BEGIN

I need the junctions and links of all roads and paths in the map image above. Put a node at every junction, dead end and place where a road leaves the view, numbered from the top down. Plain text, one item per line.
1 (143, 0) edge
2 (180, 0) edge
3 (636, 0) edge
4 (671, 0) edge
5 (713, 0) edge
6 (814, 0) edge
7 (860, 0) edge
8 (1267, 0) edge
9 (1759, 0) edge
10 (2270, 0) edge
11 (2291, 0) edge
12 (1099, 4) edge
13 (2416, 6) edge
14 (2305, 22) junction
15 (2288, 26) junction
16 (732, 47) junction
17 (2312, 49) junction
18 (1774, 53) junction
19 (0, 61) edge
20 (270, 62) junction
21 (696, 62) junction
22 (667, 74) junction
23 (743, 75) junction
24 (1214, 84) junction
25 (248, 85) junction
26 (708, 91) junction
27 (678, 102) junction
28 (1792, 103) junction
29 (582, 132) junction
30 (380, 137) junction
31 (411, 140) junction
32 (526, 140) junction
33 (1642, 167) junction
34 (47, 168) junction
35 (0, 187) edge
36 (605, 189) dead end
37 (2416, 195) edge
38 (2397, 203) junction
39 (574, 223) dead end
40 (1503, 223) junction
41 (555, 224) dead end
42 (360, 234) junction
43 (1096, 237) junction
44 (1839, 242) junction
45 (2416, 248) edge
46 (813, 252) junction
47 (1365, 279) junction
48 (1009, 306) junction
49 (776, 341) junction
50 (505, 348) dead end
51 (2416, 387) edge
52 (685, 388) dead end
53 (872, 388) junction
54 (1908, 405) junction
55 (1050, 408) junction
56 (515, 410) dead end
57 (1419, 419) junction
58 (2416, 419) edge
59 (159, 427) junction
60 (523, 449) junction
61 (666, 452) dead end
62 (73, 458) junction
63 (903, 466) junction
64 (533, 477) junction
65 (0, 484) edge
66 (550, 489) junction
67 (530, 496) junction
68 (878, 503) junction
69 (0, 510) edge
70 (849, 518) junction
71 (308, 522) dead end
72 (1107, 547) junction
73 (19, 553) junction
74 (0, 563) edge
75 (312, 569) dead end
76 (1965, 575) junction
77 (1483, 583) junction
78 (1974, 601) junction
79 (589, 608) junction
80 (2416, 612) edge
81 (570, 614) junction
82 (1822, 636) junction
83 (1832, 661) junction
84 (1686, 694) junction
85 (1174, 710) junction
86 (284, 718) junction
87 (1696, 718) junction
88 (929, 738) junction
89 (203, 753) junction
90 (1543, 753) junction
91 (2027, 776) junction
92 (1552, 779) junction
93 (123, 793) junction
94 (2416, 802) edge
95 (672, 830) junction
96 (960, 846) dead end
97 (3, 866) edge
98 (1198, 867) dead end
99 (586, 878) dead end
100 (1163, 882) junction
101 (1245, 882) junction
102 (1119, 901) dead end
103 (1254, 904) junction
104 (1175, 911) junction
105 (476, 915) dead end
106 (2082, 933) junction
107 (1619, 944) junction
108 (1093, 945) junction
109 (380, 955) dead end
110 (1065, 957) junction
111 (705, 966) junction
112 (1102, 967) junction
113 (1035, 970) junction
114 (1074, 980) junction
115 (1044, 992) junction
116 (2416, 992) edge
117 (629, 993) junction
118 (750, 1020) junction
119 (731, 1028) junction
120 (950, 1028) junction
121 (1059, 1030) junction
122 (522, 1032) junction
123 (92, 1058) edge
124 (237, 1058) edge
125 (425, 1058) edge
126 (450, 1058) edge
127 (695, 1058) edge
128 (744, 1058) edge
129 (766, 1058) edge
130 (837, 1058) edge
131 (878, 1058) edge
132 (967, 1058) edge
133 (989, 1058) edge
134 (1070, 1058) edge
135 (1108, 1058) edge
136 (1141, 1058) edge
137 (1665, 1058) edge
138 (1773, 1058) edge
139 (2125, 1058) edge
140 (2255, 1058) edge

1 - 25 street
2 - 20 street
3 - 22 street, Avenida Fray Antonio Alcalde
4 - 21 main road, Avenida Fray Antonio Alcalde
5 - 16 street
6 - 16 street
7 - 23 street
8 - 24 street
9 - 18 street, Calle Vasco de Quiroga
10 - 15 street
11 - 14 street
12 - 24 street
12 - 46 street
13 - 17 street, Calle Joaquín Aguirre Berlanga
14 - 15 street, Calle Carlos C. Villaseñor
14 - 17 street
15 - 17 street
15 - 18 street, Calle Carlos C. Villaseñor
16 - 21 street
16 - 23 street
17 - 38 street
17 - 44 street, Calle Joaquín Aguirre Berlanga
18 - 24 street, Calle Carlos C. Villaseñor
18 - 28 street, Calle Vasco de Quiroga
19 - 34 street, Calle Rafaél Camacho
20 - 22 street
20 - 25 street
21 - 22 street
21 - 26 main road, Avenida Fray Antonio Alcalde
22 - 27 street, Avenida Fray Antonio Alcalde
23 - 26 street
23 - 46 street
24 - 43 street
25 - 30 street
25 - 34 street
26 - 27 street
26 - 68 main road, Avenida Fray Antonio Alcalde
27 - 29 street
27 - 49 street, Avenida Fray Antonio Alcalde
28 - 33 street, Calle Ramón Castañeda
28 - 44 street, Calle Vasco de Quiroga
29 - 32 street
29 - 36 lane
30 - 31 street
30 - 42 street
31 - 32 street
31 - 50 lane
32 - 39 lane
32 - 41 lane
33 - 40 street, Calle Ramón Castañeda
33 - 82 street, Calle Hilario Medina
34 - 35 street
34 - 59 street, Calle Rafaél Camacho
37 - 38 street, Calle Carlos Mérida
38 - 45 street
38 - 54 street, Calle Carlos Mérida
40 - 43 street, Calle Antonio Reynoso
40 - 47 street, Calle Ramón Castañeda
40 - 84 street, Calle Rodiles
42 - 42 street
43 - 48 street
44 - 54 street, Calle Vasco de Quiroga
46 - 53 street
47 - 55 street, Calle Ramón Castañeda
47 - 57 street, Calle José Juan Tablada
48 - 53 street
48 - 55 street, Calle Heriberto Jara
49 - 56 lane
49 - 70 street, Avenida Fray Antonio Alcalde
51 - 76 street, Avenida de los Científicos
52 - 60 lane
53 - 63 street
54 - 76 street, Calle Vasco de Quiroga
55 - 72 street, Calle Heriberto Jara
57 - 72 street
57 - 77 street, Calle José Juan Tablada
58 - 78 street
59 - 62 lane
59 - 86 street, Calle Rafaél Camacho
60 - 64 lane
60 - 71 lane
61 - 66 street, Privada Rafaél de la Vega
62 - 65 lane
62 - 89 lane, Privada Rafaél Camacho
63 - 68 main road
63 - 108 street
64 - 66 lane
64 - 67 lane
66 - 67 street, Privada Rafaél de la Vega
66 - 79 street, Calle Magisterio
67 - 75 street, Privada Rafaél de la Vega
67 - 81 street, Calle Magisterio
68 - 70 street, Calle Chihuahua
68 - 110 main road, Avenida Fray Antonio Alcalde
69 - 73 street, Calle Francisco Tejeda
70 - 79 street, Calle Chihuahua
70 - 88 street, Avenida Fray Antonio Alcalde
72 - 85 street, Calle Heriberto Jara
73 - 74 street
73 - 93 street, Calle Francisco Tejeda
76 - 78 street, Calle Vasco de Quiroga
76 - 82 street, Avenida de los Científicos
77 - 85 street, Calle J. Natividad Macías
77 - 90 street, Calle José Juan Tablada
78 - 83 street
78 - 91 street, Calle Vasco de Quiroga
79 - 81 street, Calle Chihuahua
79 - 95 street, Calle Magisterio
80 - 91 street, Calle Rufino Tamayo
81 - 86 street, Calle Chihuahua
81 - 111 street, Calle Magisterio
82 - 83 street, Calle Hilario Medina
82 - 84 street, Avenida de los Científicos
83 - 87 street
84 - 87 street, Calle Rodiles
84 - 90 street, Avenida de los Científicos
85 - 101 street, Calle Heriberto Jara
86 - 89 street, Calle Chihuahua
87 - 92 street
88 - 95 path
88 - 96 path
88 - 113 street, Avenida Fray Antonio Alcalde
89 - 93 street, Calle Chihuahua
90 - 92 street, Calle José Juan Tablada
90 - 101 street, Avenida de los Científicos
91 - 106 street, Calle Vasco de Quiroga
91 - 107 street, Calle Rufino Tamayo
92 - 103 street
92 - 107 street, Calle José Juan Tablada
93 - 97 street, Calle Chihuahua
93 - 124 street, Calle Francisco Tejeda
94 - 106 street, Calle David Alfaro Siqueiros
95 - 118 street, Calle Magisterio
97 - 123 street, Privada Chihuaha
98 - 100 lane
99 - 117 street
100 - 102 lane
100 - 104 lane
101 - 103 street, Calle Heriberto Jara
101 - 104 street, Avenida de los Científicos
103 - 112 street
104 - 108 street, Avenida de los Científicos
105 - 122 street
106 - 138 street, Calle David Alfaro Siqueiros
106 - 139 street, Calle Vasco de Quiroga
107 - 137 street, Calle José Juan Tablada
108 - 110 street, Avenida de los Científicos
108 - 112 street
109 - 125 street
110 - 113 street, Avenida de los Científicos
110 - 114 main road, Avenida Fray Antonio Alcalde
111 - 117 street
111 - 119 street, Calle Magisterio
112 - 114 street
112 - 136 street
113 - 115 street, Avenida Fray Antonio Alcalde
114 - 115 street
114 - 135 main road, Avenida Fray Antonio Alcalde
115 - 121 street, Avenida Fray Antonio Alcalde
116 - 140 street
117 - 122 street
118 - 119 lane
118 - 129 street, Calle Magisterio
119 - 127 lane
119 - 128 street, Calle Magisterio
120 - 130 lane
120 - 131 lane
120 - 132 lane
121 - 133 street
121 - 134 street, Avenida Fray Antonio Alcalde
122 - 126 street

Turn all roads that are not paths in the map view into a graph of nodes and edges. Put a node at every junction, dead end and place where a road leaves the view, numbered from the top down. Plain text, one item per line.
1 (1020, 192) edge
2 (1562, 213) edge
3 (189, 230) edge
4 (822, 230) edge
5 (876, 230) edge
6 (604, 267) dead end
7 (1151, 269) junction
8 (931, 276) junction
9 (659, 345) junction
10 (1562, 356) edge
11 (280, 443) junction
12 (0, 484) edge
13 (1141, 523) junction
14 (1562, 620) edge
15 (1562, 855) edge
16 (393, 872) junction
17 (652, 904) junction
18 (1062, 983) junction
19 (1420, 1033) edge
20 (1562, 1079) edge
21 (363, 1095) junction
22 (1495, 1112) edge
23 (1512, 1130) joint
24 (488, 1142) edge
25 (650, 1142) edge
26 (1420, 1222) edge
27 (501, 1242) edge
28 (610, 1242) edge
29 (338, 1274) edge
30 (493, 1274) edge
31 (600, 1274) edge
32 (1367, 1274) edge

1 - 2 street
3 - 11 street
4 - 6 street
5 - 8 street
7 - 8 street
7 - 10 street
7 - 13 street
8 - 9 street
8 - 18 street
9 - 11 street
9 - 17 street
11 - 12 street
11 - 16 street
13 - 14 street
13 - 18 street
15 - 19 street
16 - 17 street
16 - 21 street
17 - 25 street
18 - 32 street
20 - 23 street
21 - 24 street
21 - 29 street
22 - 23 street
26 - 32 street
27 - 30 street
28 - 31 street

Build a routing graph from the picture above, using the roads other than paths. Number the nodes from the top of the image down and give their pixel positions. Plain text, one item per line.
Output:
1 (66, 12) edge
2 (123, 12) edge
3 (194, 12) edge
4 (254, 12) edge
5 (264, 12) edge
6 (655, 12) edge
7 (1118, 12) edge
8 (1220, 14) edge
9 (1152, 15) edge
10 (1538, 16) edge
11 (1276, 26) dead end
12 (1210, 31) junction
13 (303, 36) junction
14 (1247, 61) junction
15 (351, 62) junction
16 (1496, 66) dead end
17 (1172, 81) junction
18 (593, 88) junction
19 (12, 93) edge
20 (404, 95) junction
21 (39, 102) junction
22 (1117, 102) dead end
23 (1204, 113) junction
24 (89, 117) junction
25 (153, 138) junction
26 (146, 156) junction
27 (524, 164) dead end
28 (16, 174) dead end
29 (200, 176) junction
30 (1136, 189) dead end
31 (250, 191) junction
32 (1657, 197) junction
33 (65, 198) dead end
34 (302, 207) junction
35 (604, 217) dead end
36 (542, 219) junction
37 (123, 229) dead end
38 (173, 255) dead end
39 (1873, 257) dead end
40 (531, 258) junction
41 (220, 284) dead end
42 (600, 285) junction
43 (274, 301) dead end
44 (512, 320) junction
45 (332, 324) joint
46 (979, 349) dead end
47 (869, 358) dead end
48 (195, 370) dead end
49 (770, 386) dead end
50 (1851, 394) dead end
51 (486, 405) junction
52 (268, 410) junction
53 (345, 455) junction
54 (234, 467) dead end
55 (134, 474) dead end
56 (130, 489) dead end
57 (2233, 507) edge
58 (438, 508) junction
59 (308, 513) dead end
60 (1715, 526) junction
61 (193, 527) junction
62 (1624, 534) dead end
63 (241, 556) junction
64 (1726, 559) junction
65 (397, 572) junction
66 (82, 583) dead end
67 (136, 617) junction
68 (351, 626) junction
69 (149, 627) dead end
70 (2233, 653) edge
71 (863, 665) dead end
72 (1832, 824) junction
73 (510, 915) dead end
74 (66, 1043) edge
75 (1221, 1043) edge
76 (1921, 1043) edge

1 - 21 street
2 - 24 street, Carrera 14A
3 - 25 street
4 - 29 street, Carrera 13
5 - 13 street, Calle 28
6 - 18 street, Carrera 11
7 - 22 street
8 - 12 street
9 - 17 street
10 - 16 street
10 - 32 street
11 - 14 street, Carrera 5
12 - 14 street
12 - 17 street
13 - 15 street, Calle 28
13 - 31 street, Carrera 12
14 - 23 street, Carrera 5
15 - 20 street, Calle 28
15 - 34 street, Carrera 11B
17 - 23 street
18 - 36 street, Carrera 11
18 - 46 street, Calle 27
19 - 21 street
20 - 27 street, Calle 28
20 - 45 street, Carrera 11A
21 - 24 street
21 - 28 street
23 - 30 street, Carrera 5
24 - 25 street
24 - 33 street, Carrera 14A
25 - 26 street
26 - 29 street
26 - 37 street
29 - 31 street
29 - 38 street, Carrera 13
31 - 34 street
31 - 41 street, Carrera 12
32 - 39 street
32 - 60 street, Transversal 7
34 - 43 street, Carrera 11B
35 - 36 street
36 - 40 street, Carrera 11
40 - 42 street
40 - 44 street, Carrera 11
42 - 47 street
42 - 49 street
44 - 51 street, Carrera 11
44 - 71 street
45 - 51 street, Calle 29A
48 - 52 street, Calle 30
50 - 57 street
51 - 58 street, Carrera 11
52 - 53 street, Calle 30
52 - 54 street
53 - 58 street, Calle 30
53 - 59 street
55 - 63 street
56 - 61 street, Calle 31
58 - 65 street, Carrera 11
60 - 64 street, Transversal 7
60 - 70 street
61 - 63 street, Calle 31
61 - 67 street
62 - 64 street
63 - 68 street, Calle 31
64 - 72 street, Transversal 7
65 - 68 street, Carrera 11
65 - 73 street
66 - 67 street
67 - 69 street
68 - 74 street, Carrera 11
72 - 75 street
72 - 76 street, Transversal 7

END

- [Required work]: Working from the entries above, return all lines that contain "view".

- [Response to this task]:
I need the junctions and links of all roads and paths in the map image above. Put a node at every junction, dead end and place where a road leaves the view, numbered from the top down. Plain text, one item per line.
Turn all roads that are not paths in the map view into a graph of nodes and edges. Put a node at every junction, dead end and place where a road leaves the view, numbered from the top down. Plain text, one item per line.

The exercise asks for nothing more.